Five Ways to Ruin Your Pilot
Posted September 1, 2012on:
I’ve been trying to think of a good reason to write a post on this topic for a long time. The Mindy Project is as good a reason as any.
The Mindy Project has everything going for it, with Mindy Kaling having amused us for years as both an actress and writer on The Office. She plays a doctor; we haven’t had a good doctor comedy since Scrubs. As much as I hate the term “adorkable,” she is that, a point not unnoticed by executives who scheduled her show back-to-back with New Girl. She’s got B.J. Novak on board as a producer and a director (Charles McDougall) with The Office and Parks and Recreation cred.
The pilot was released a month early, along with those of some other Fox shows, on Hulu. Some people like it. I do not. Here’s why. It commits a number of sins that are sure to damn a pilot straight to hell.
1. Try to shock us.
Many great shows have surprised viewers in their pilots; take The Walking Dead, American Horror Story, Archer or Wilfred. Shock is good. I’m saying don’t try to shock us. If it happens naturally, great. If your show is about, say, a guy in a dog suit, it’s bound to happen. But having your main character (Mindy) make a drunken ass of herself at her ex’s wedding, ride off on a bicycle (for some reason) screaming “I am Sandra Bullock!,” then fall into a swimming pool and get arrested all in the first five minutes is just gratuitous. I must say, my hopes rose just little when the Barbie doll started talking to her — I thought we were on the verge of some cool psychedelic fantasy à la Wonderfalls. I was wrong.
Another great example of a semi-recent offender in this area was House of Lies. It opens with a shot of Don Cheadle and a woman sprawled on a bed completely naked, then moves on to a protracted strip club scene, and then some lesbian sex in a public bathroom stall. And it’s a half-hour show. The problem is, none of these events is necessary for plot or character development. We get it, you’re on Showtime. No amount of lesbian bathroom sex could make these characters any more worthy of our attention.
2. Cast a bunch of guest stars just for the pilot.
Bill Hader is in this? Cool. Ed Helms, too? Sweet. Oh, wait, they’re only in this one episode? It’s a shame, too, because Ed Helms’ character was the most likeable one in the whole thing.

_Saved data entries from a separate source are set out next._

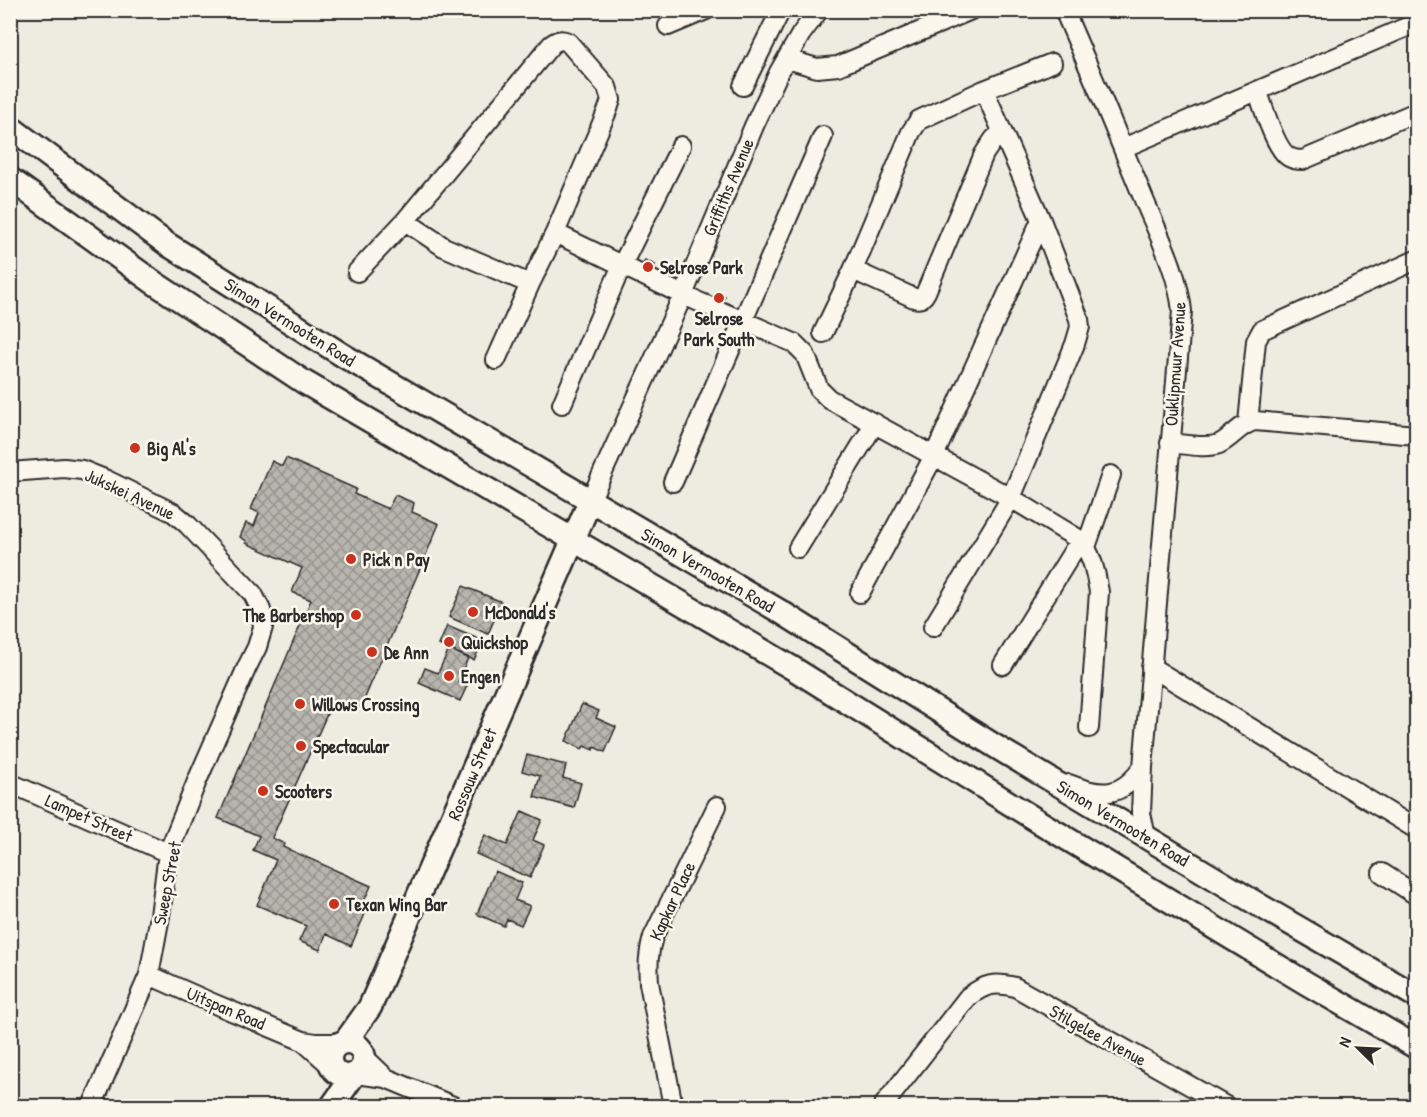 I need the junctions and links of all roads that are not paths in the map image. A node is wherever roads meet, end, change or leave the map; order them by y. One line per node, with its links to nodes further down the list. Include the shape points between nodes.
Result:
1 (706, 10): 7 (street)
2 (781, 10): 10 (street)
3 (819, 10): 8 (street, Griffiths Avenue)
4 (971, 10): 8 (street, via 838,66 817,68)
5 (1064, 10): 18 (street, Ouklipmuur Avenue)
6 (1416, 23): 12 (street)
7 (668, 26)
8 (787, 59): 28 (street, Griffiths Avenue, via 754,126)
9 (1052, 63): 11 (street)
10 (743, 86)
11 (984, 90): 15 (street); 25 (street, via 915,125)
12 (1258, 92): 13 (street, via 1281,150 1296,160); 18 (street)
13 (1416, 112)
14 (10, 127): 42 (main road, Simon Vermooten Road, via 167,244 344,356)
15 (1002, 133): 20 (street); 25 (street, via 984,154 922,298 918,300)
16 (823, 136): 29 (street)
17 (681, 146): 24 (street)
18 (1123, 148): 36 (street, Ouklipmuur Avenue, via 1174,272 1180,296 1182,311)
19 (10, 179): 43 (main road, via 153,282 303,382)
20 (1041, 220): 37 (street); 41 (street, via 1080,327)
21 (405, 221): 22 (street, via 551,45 564,40 607,87 610,100); 26 (street); 27 (street, via 444,246)
22 (555, 232): 24 (street); 27 (street)
23 (1416, 260): 34 (street, via 1262,330 1256,340)
24 (622, 266): 28 (street); 32 (street)
25 (853, 270): 30 (street)
26 (357, 272)
27 (530, 284): 31 (street)
28 (683, 295): 29 (street); 42 (street, Griffiths Avenue)
29 (743, 320): 33 (street, via 794,344 805,354 819,389 829,399); 40 (street)
30 (823, 333)
31 (496, 360)
32 (562, 404)
33 (875, 423): 37 (street); 45 (street)
34 (1248, 423): 35 (street); 36 (street, via 1217,445)
35 (1416, 435)
36 (1170, 443): 50 (street, Ouklipmuur Avenue)
37 (934, 456): 41 (street); 46 (street)
38 (10, 472): 47 (street, Jukskei Avenue, via 82,470 174,513)
39 (1111, 475): 44 (street)
40 (673, 482)
41 (1011, 498): 44 (street); 48 (street)
42 (591, 501): 43 (main road, Rossouw Street); 53 (main road, Simon Vermooten Road, via 781,612)
43 (573, 540): 63 (main road, Rossouw Street); 66 (main road, via 794,669 1041,823)
44 (1083, 544): 49 (street); 51 (street, via 1099,592)
45 (798, 549)
46 (860, 593)
47 (253, 594): 58 (street, Sweep Street, via 261,610 263,627 257,647)
48 (933, 627)
49 (1003, 665)
50 (1151, 667): 52 (street, Ouklipmuur Avenue); 56 (street)
51 (1089, 728)
52 (1143, 767): 53 (street, via 1129,783 1111,792 1088,791); 57 (street, Ouklipmuur Avenue, via 1141,813)
53 (1033, 769): 57 (main road, Simon Vermooten Road)
54 (10, 783): 58 (street, Lampet Street)
55 (717, 806): 72 (street, Kapkar Place, via 649,949 649,983)
56 (1416, 826)
57 (1146, 837): 62 (main road, Simon Vermooten Road)
58 (168, 853): 61 (street, Sweep Street)
59 (1382, 873): 60 (street)
60 (1416, 895)
61 (149, 975): 64 (street, Uitspan Road); 68 (street, Sweep Street)
62 (1416, 996)
63 (370, 1007): 65 (main road, Rossouw Street); 67 (main road, Rossouw Street)
64 (303, 1041): 65 (street, Uitspan Road); 67 (street, Uitspan Road)
65 (342, 1042): 67 (main road, via 359,1046)
66 (1416, 1047)
67 (350, 1066): 69 (main road, Rossouw Street); 70 (main road, Rossouw Street); 71 (street, Uitspan Road)
68 (92, 1107)
69 (324, 1107)
70 (332, 1107)
71 (453, 1107)
72 (673, 1107)
73 (883, 1107): 74 (street, Stilgelee Avenue, via 968,997 993,984 1015,987)
74 (1226, 1107) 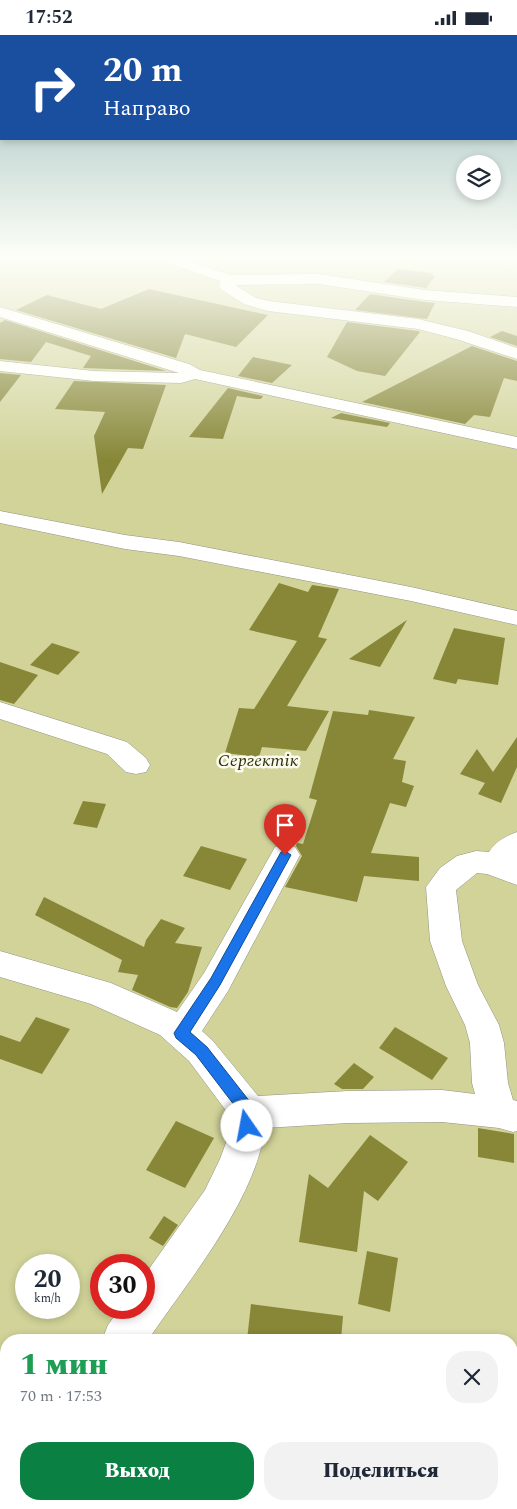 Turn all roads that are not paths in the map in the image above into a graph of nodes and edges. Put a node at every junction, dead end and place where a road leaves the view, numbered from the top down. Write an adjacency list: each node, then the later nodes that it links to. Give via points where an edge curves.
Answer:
1 (37, 324): 5 (street)
2 (416, 324): 3 (street)
3 (517, 354)
4 (0, 366): 5 (street, via 94,376 181,378)
5 (195, 374): 6 (street)
6 (517, 443)
7 (0, 517): 8 (street)
8 (517, 617)
9 (0, 710): 10 (street, via 117,748)
10 (136, 765)
11 (285, 855): 14 (street, via 216,981)
12 (511, 861): 16 (street, via 481,860 462,866 441,887 446,941 462,986 482,1025 490,1083)
13 (0, 964): 14 (street, via 99,993 172,1025)
14 (181, 1033): 15 (street, via 202,1051)
15 (248, 1112): 16 (street, via 442,1106); 17 (street, via 243,1148 219,1203)
16 (508, 1115)
17 (127, 1334) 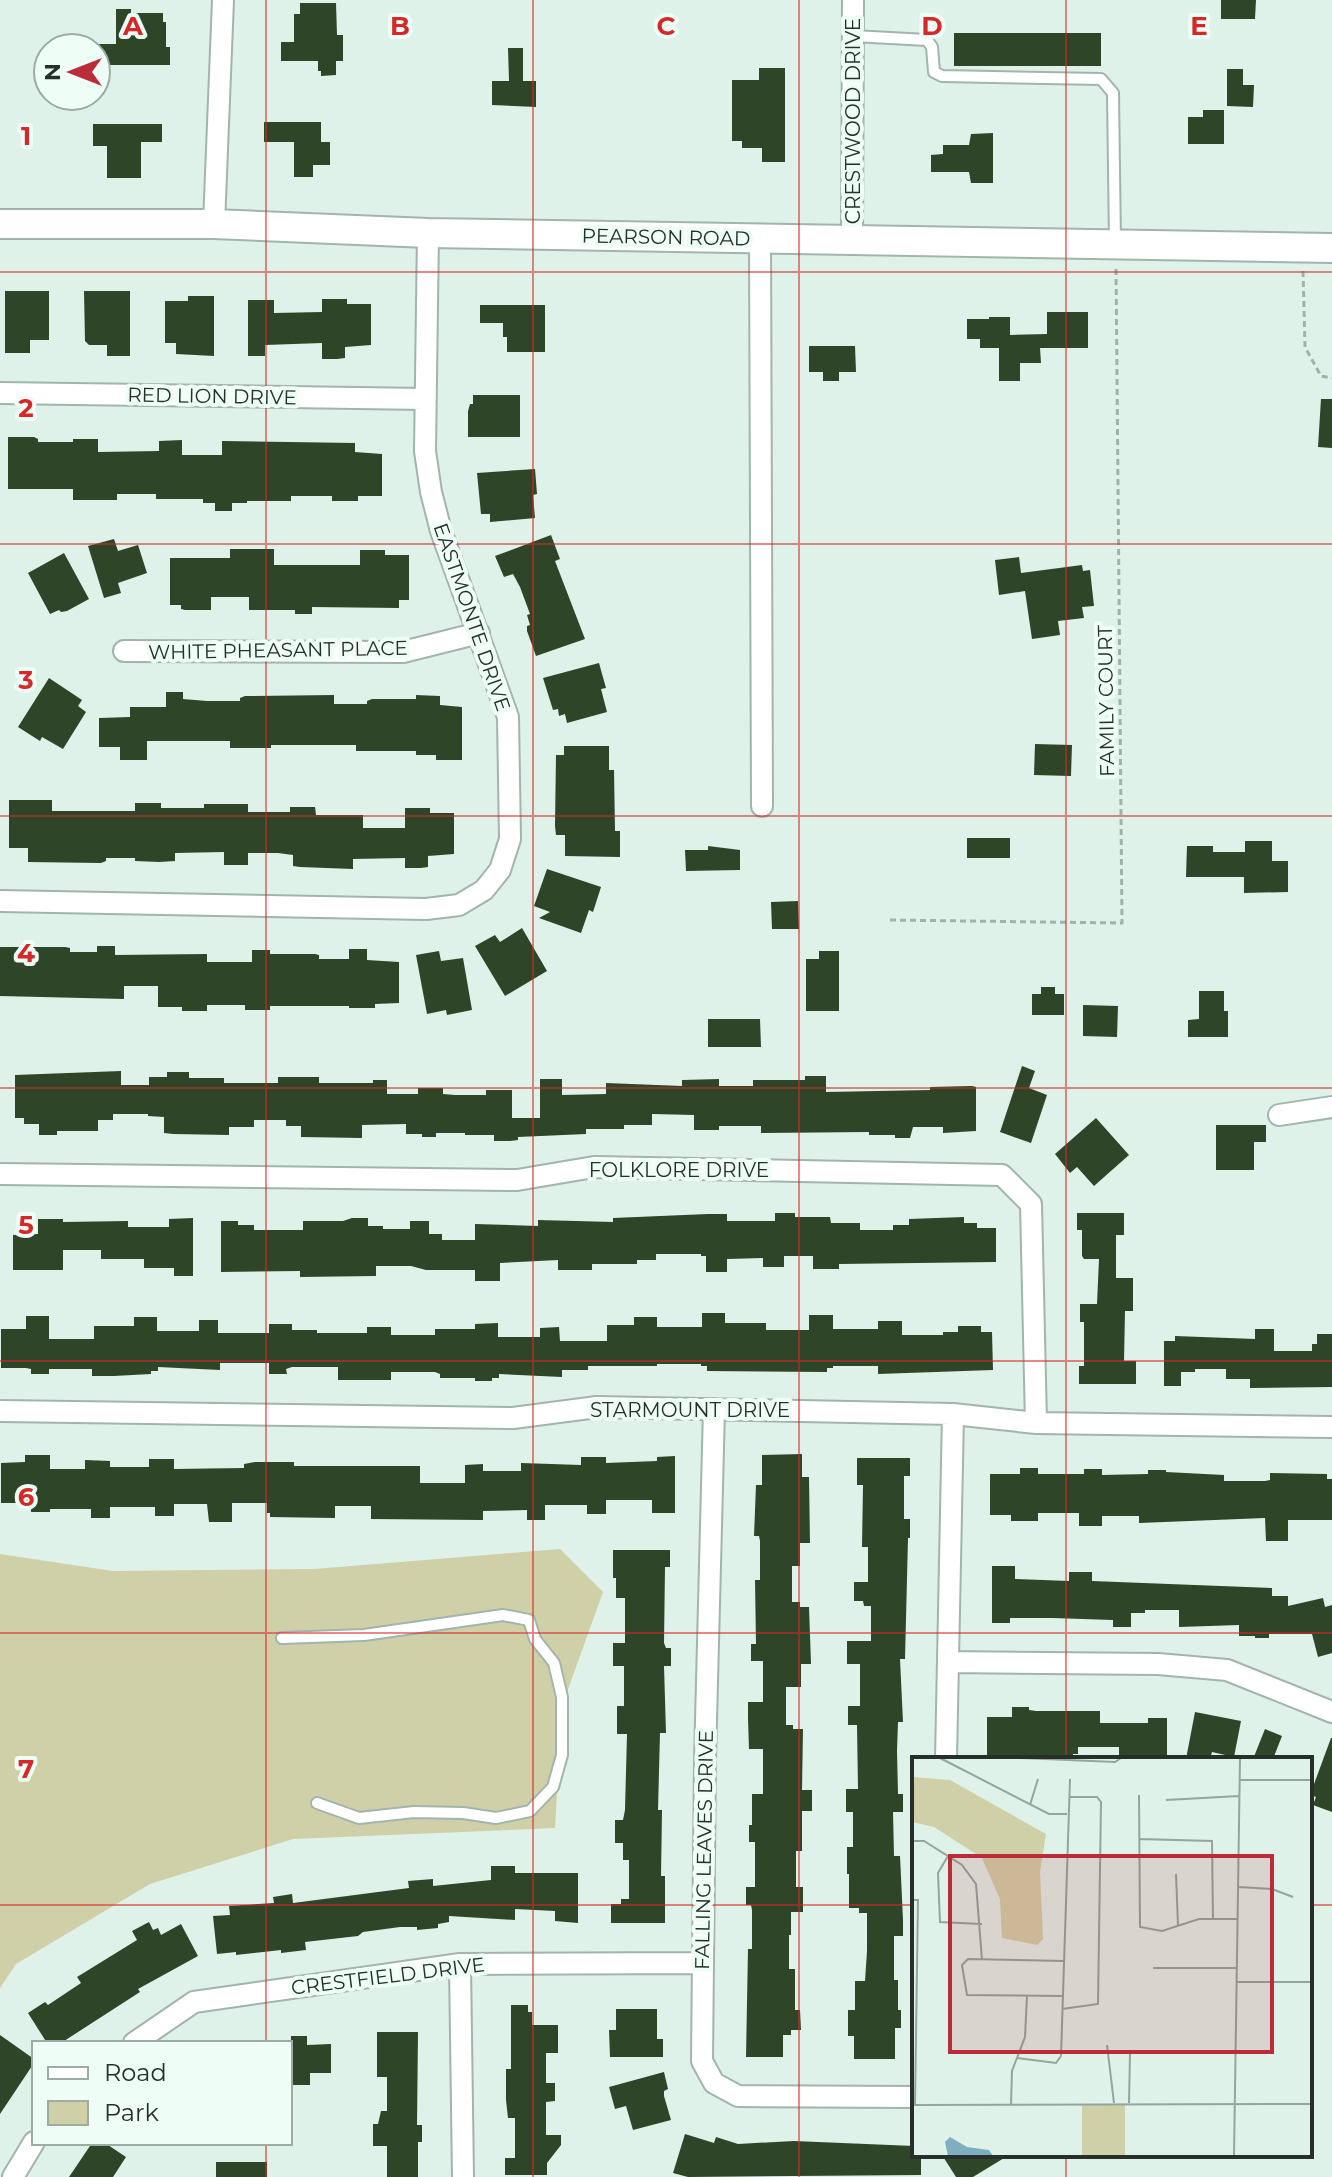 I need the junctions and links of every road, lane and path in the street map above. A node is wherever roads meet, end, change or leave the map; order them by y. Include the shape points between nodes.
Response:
1 (223, 0) edge
2 (853, 0) edge
3 (853, 36) junction
4 (0, 224) edge
5 (214, 224) junction
6 (428, 233) junction
7 (760, 239) junction
8 (852, 242) junction
9 (1115, 246) junction
10 (1303, 248) junction
11 (1332, 248) edge
12 (1332, 378) edge
13 (0, 393) edge
14 (425, 399) junction
15 (479, 633) junction
16 (124, 651) dead end
17 (762, 806) dead end
18 (0, 901) edge
19 (890, 920) dead end
20 (1332, 1107) edge
21 (1279, 1115) dead end
22 (0, 1174) edge
23 (714, 1409) junction
24 (0, 1411) edge
25 (953, 1414) junction
26 (1036, 1423) junction
27 (1332, 1427) edge
28 (282, 1638) dead end
29 (948, 1662) junction
30 (1332, 1712) edge
31 (946, 1757) edge
32 (317, 1803) dead end
33 (703, 1963) junction
34 (460, 1964) junction
35 (137, 2041) edge
36 (912, 2097) edge
37 (32, 2145) edge
38 (13, 2177) edge
39 (463, 2177) edge

1 - 5 street
2 - 3 street, CRESTWOOD DRIVE
3 - 8 street, CRESTWOOD DRIVE
3 - 9 lane via 927,40 934,72 942,76 1101,79 1113,93
4 - 5 street, PEARSON ROAD
5 - 6 street, PEARSON ROAD
6 - 7 street, PEARSON ROAD
6 - 14 street, EASTMONTE DRIVE
7 - 8 street, PEARSON ROAD
7 - 17 street
8 - 9 street, PEARSON ROAD
9 - 10 street, PEARSON ROAD
9 - 19 path, FAMILY COURT via 1122,923
10 - 11 street, PEARSON ROAD
10 - 12 path via 1305,347 1321,376
13 - 14 street, RED LION DRIVE
14 - 15 street, EASTMONTE DRIVE via 431,492
15 - 16 street, WHITE PHEASANT PLACE via 403,652
15 - 18 street, EASTMONTE DRIVE via 508,717 510,839 500,870 484,890 459,905 426,909
20 - 21 street
22 - 26 street, FOLKLORE DRIVE via 517,1180 594,1167 1002,1175 1031,1204
23 - 24 street, STARMOUNT DRIVE via 597,1407 513,1418
23 - 25 street, STARMOUNT DRIVE
23 - 33 street, FALLING LEAVES DRIVE
25 - 26 street, STARMOUNT DRIVE
25 - 29 street
26 - 27 street, STARMOUNT DRIVE
28 - 32 lane via 364,1635 503,1615 529,1620 535,1639 554,1663 562,1697 562,1755 553,1787 530,1811 496,1818 414,1812 359,1818
29 - 30 street via 1158,1664 1227,1670
29 - 31 street
33 - 34 street, CRESTFIELD DRIVE
33 - 36 street, FALLING LEAVES DRIVE via 702,2061 714,2083 738,2096
34 - 35 street, CRESTFIELD DRIVE via 194,2002
34 - 39 street
37 - 38 street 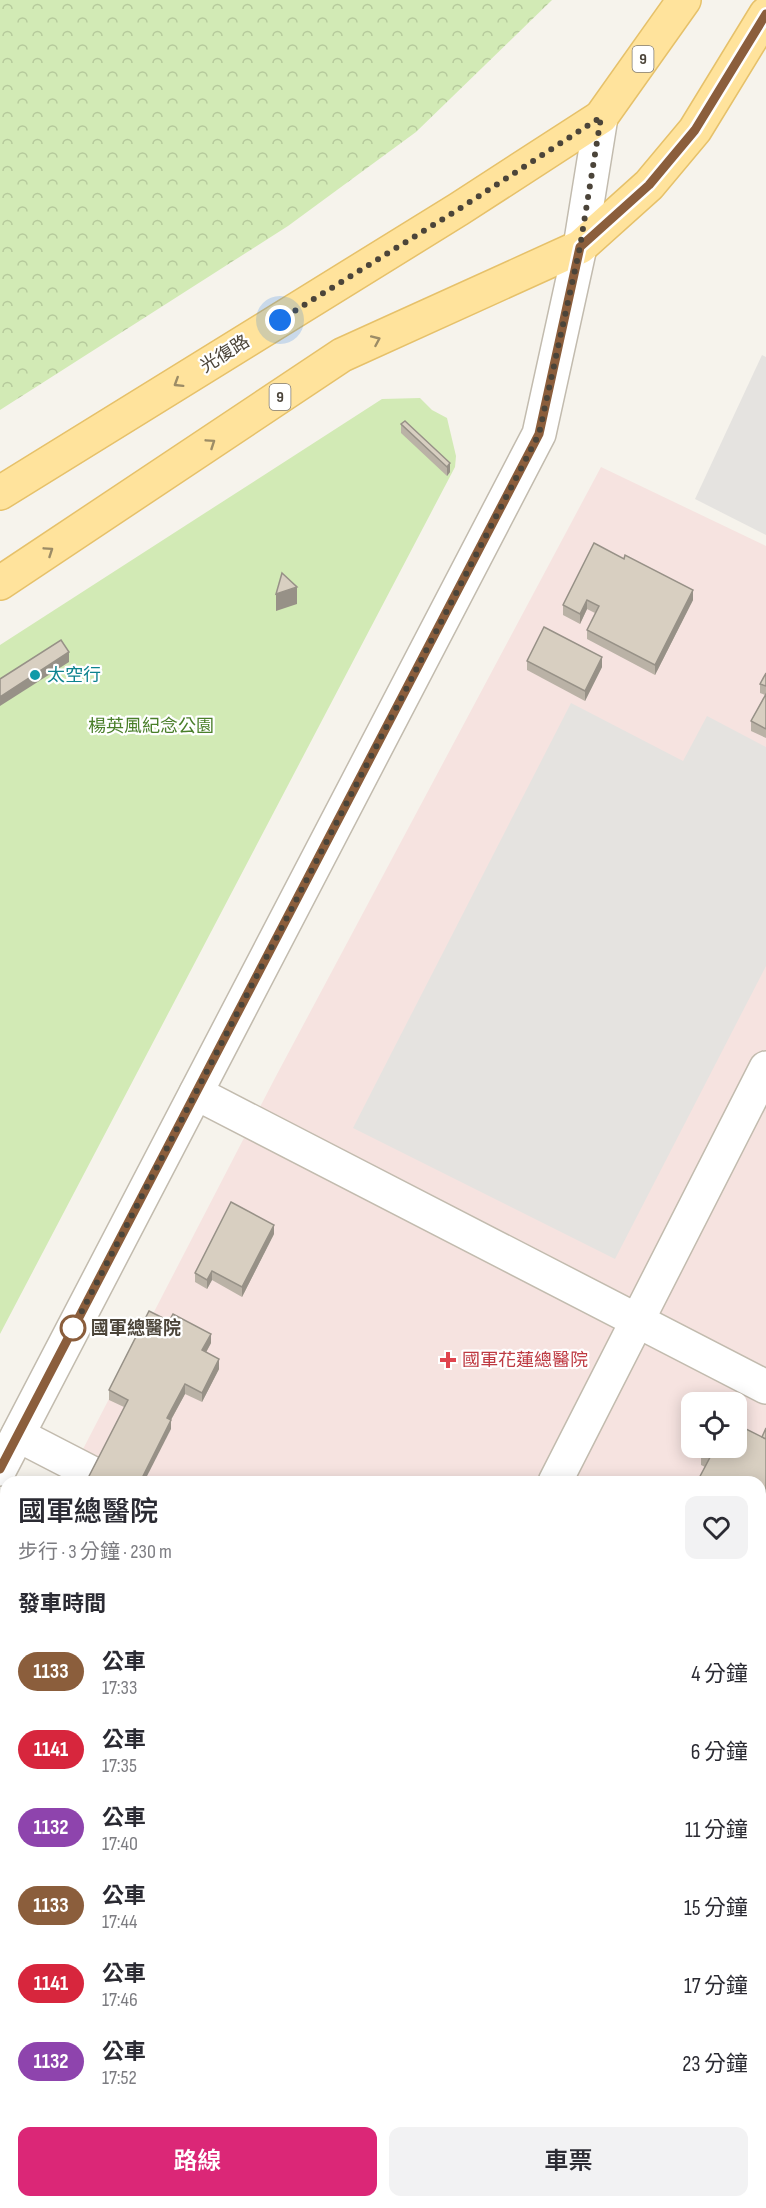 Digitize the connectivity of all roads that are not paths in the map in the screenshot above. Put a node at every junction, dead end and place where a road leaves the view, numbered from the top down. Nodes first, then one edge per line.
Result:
1 (684, 0) edge
2 (766, 14) edge
3 (601, 117) junction
4 (580, 247) junction
5 (0, 493) edge
6 (0, 583) edge
7 (766, 1068) edge
8 (196, 1094) junction
9 (637, 1321) junction
10 (766, 1387) edge
11 (18, 1435) junction
12 (0, 1469) edge
13 (97, 1476) edge
14 (558, 1476) edge

1 - 3 main road, 9
2 - 4 main road, 9
3 - 4 street
3 -> 5 main road, 光復路 / 9
6 -> 4 main road, 9
4 - 8 street
7 - 9 street
8 - 9 street
8 - 11 street
9 - 10 street
9 - 14 street
11 - 12 street
11 - 13 street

3. Lean too heavily on cultural references.
We all love a reference from one pop culture property to another. Generation X is probably the most susceptible; we will gobble up a John Hughes reference with a spork. The pilot of Community did referential humor really well. Others, including New Girl, Breaking In, and Hellcats have done it horribly. Where it goes wrong is when alluding to a well-known property is used as a shortcut to developing your character. We need to be shown what a character is like. Simply describing her in terms of what movies she grew up watching is just pandering.
4. Make your protagonist totally unlikeable.
This one is complicated; characters don’t have to be likable. You might even say we’re living the age of the anti-hero. But we have to give a crap about the protagonist to take time out of our day to watch a show. Don Draper is a sonofabitch, and yet we root for him to convince the impressionable public to buy cigarettes. And how do you explain the success of something like It’s Always Sunny in Philadelphia, a show whose very premise is jackassery? I’d argue that, in the pilot, Dee comes off an innocent victim of the guys’ idiocy. She’s at least one character we can connect with as we shake our heads in disbelief at Mac, Charlie, and Dennis.
Mindy’s life is a mess. She hasn’t found a husband (which, according to the show’s romantic comedy ethos, is the goal all women are supposed to aspire to, but that’s a separate issue). She has occasional friends-with-benefits sex with some jerk at a work. Clearly, she can’t hold her liquor. Based on her behavior, though, we have to think that many of what she considers her problems are her own fault. She’s flat out bitchy to everyone she meets — colleagues, patients, even a little girl. We’ve all been in tough places, made mistakes, been assholes, etc. We can relate to screwing up. We like to cheer a character out of a bad situation into a better one. Which brings me to my next point…
5. Give us no hope for the future.
If we actually believed Mindy were on the cusp of a new path in life, that would be interesting. “This is not really who I am,” she says. Oh, yeah? By episode’s end she’s gone right back to her regular pattern. People don’t change overnight, but pilots are all about new beginnings. It doesn’t have to be something as obvious as the first day of school or the day a relationship ends — although it often is — but there should be some sense that these characters are about to lead us on a journey. Mindy seems like she might just lead us around in circles. For all we know, she gets drunk and falls into swimming pools every week.
Now, granted, a lot of people will give a show with a bad or so-so pilot a chance and keep watching for a few episodes. Often they are rewarded. As someone who admires pilots as their own art form, I’m being highly critical. That’s why God made blogs. Feel free to share your thoughts.